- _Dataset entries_
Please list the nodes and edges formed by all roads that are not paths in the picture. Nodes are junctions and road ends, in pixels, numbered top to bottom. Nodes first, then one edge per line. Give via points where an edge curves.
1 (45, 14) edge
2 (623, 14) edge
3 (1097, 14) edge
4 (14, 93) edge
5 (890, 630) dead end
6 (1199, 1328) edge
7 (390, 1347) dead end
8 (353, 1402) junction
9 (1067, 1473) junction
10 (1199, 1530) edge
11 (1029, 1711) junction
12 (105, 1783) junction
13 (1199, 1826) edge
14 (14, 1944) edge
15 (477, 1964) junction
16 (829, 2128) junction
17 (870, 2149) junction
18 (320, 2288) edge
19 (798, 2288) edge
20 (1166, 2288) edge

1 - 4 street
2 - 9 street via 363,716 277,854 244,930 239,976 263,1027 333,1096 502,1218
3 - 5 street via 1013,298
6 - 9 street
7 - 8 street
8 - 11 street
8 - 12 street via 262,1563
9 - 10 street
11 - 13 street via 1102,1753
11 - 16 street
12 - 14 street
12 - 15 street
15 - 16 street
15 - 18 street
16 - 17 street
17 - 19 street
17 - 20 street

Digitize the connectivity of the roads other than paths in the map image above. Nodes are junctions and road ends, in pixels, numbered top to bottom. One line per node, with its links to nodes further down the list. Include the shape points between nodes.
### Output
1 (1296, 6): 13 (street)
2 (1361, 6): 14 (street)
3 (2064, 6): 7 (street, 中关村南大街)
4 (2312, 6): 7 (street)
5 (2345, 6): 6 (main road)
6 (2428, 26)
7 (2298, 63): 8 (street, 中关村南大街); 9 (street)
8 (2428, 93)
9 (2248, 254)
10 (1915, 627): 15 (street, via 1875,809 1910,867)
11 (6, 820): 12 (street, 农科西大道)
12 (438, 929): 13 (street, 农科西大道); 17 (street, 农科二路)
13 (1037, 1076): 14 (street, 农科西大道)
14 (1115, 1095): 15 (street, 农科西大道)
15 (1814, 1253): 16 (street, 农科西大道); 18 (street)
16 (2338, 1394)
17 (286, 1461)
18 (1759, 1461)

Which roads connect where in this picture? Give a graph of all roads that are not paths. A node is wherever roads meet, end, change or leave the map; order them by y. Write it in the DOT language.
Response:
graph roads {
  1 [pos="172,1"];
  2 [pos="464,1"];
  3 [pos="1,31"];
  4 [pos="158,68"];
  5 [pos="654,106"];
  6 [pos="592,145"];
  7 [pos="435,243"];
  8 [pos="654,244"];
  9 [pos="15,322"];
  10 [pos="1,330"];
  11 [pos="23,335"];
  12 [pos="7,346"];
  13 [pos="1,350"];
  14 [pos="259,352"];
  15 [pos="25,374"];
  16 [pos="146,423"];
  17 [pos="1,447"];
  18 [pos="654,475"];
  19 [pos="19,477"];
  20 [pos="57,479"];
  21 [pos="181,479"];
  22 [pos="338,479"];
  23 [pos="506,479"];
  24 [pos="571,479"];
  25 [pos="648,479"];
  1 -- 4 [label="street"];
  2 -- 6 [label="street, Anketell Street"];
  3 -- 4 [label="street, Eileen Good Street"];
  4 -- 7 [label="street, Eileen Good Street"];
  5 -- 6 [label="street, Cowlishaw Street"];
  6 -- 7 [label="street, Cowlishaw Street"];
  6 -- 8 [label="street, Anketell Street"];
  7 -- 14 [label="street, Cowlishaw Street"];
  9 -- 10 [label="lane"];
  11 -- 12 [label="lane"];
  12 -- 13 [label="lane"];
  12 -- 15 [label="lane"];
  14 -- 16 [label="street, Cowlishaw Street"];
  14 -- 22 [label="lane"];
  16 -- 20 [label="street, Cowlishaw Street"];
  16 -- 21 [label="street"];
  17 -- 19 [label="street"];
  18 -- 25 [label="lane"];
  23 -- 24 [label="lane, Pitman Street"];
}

- _Exercise brief_
Print only these lines, exactly: the one containing "Which roads connect" and all after it to the end of the entries.

- _Your solution_
Which roads connect where in this picture? Give a graph of all roads that are not paths. A node is wherever roads meet, end, change or leave the map; order them by y. Write it in the DOT language.
Response:
graph roads {
  1 [pos="172,1"];
  2 [pos="464,1"];
  3 [pos="1,31"];
  4 [pos="158,68"];
  5 [pos="654,106"];
  6 [pos="592,145"];
  7 [pos="435,243"];
  8 [pos="654,244"];
  9 [pos="15,322"];
  10 [pos="1,330"];
  11 [pos="23,335"];
  12 [pos="7,346"];
  13 [pos="1,350"];
  14 [pos="259,352"];
  15 [pos="25,374"];
  16 [pos="146,423"];
  17 [pos="1,447"];
  18 [pos="654,475"];
  19 [pos="19,477"];
  20 [pos="57,479"];
  21 [pos="181,479"];
  22 [pos="338,479"];
  23 [pos="506,479"];
  24 [pos="571,479"];
  25 [pos="648,479"];
  1 -- 4 [label="street"];
  2 -- 6 [label="street, Anketell Street"];
  3 -- 4 [label="street, Eileen Good Street"];
  4 -- 7 [label="street, Eileen Good Street"];
  5 -- 6 [label="street, Cowlishaw Street"];
  6 -- 7 [label="street, Cowlishaw Street"];
  6 -- 8 [label="street, Anketell Street"];
  7 -- 14 [label="street, Cowlishaw Street"];
  9 -- 10 [label="lane"];
  11 -- 12 [label="lane"];
  12 -- 13 [label="lane"];
  12 -- 15 [label="lane"];
  14 -- 16 [label="street, Cowlishaw Street"];
  14 -- 22 [label="lane"];
  16 -- 20 [label="street, Cowlishaw Street"];
  16 -- 21 [label="street"];
  17 -- 19 [label="street"];
  18 -- 25 [label="lane"];
  23 -- 24 [label="lane, Pitman Street"];
}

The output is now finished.